- [Assignment]: Could you repeat the listing below exactly while leaving its pictures behind?

- [Data for review]:
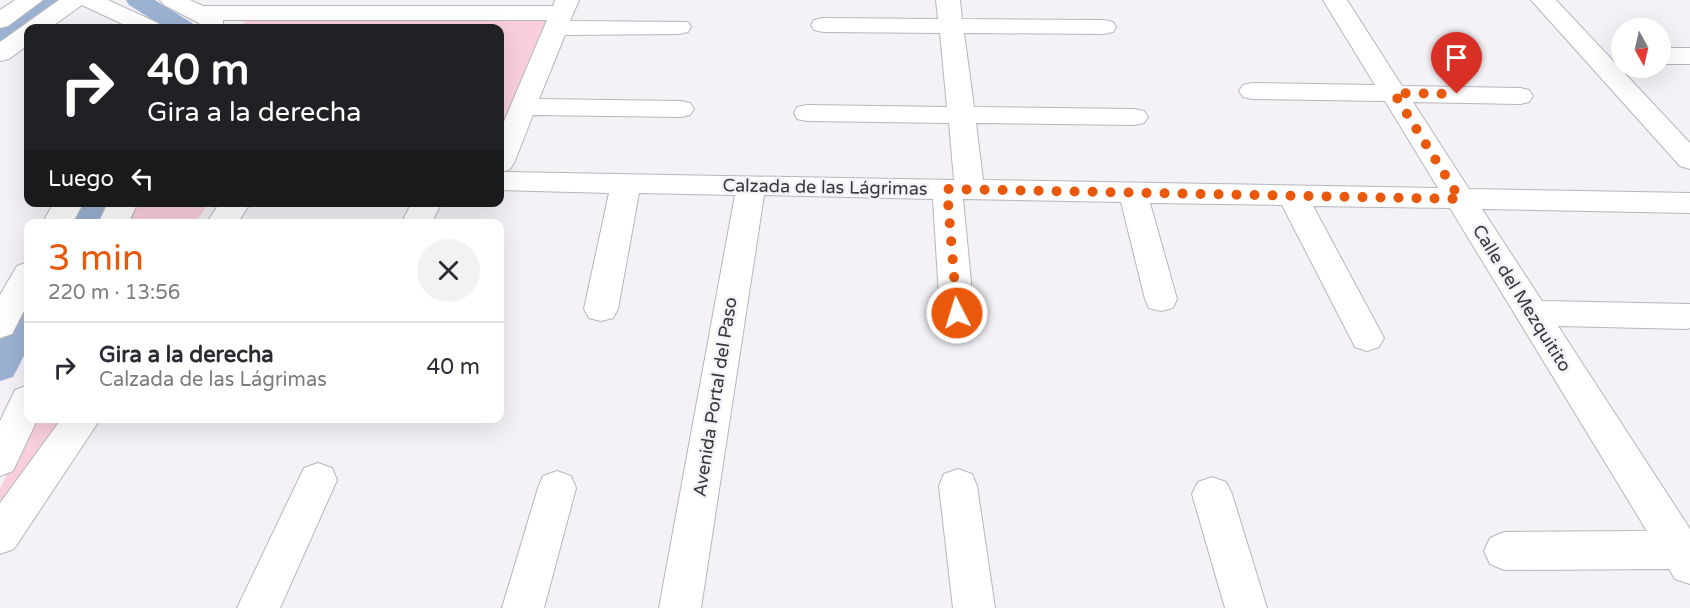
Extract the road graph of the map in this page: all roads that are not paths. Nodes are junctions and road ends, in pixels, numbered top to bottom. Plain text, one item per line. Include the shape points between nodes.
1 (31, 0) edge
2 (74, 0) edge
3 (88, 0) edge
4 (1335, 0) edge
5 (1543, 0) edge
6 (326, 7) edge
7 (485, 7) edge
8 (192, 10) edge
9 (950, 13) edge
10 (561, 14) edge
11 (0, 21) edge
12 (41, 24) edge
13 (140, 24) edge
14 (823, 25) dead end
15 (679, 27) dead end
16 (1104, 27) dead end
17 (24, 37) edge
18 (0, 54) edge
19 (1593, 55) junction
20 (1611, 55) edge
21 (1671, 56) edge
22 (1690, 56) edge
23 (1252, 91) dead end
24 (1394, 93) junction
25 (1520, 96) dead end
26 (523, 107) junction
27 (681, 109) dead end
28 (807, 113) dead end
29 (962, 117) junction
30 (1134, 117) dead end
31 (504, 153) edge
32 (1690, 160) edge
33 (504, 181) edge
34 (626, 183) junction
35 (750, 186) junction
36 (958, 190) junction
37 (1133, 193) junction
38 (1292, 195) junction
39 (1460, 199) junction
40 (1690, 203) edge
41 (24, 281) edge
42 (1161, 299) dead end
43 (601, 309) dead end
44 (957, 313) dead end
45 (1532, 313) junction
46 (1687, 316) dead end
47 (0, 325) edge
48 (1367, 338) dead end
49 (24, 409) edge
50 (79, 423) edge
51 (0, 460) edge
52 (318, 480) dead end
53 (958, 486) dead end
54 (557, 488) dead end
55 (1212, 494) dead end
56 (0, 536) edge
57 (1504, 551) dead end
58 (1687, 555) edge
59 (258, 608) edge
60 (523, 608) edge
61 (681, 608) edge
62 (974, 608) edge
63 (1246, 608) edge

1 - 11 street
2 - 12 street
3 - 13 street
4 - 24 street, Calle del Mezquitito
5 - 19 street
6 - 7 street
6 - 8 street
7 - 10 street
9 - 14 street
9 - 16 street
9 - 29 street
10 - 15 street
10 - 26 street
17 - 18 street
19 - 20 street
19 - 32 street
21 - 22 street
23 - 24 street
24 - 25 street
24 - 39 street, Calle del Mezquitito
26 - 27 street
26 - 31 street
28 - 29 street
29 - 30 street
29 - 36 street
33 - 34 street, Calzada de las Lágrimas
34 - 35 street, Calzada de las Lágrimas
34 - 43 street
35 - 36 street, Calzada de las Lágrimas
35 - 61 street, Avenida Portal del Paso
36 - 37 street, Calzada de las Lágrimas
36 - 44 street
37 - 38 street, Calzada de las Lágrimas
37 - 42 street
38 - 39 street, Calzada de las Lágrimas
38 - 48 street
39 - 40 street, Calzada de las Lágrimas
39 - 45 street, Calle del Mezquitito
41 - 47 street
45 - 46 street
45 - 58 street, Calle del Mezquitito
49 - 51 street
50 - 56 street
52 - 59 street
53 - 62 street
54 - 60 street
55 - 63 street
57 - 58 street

- [Solution to this exercise]:
Extract the road graph of the map in this page: all roads that are not paths. Nodes are junctions and road ends, in pixels, numbered top to bottom. Plain text, one item per line. Include the shape points between nodes.
1 (31, 0) edge
2 (74, 0) edge
3 (88, 0) edge
4 (1335, 0) edge
5 (1543, 0) edge
6 (326, 7) edge
7 (485, 7) edge
8 (192, 10) edge
9 (950, 13) edge
10 (561, 14) edge
11 (0, 21) edge
12 (41, 24) edge
13 (140, 24) edge
14 (823, 25) dead end
15 (679, 27) dead end
16 (1104, 27) dead end
17 (24, 37) edge
18 (0, 54) edge
19 (1593, 55) junction
20 (1611, 55) edge
21 (1671, 56) edge
22 (1690, 56) edge
23 (1252, 91) dead end
24 (1394, 93) junction
25 (1520, 96) dead end
26 (523, 107) junction
27 (681, 109) dead end
28 (807, 113) dead end
29 (962, 117) junction
30 (1134, 117) dead end
31 (504, 153) edge
32 (1690, 160) edge
33 (504, 181) edge
34 (626, 183) junction
35 (750, 186) junction
36 (958, 190) junction
37 (1133, 193) junction
38 (1292, 195) junction
39 (1460, 199) junction
40 (1690, 203) edge
41 (24, 281) edge
42 (1161, 299) dead end
43 (601, 309) dead end
44 (957, 313) dead end
45 (1532, 313) junction
46 (1687, 316) dead end
47 (0, 325) edge
48 (1367, 338) dead end
49 (24, 409) edge
50 (79, 423) edge
51 (0, 460) edge
52 (318, 480) dead end
53 (958, 486) dead end
54 (557, 488) dead end
55 (1212, 494) dead end
56 (0, 536) edge
57 (1504, 551) dead end
58 (1687, 555) edge
59 (258, 608) edge
60 (523, 608) edge
61 (681, 608) edge
62 (974, 608) edge
63 (1246, 608) edge

1 - 11 street
2 - 12 street
3 - 13 street
4 - 24 street, Calle del Mezquitito
5 - 19 street
6 - 7 street
6 - 8 street
7 - 10 street
9 - 14 street
9 - 16 street
9 - 29 street
10 - 15 street
10 - 26 street
17 - 18 street
19 - 20 street
19 - 32 street
21 - 22 street
23 - 24 street
24 - 25 street
24 - 39 street, Calle del Mezquitito
26 - 27 street
26 - 31 street
28 - 29 street
29 - 30 street
29 - 36 street
33 - 34 street, Calzada de las Lágrimas
34 - 35 street, Calzada de las Lágrimas
34 - 43 street
35 - 36 street, Calzada de las Lágrimas
35 - 61 street, Avenida Portal del Paso
36 - 37 street, Calzada de las Lágrimas
36 - 44 street
37 - 38 street, Calzada de las Lágrimas
37 - 42 street
38 - 39 street, Calzada de las Lágrimas
38 - 48 street
39 - 40 street, Calzada de las Lágrimas
39 - 45 street, Calle del Mezquitito
41 - 47 street
45 - 46 street
45 - 58 street, Calle del Mezquitito
49 - 51 street
50 - 56 street
52 - 59 street
53 - 62 street
54 - 60 street
55 - 63 street
57 - 58 street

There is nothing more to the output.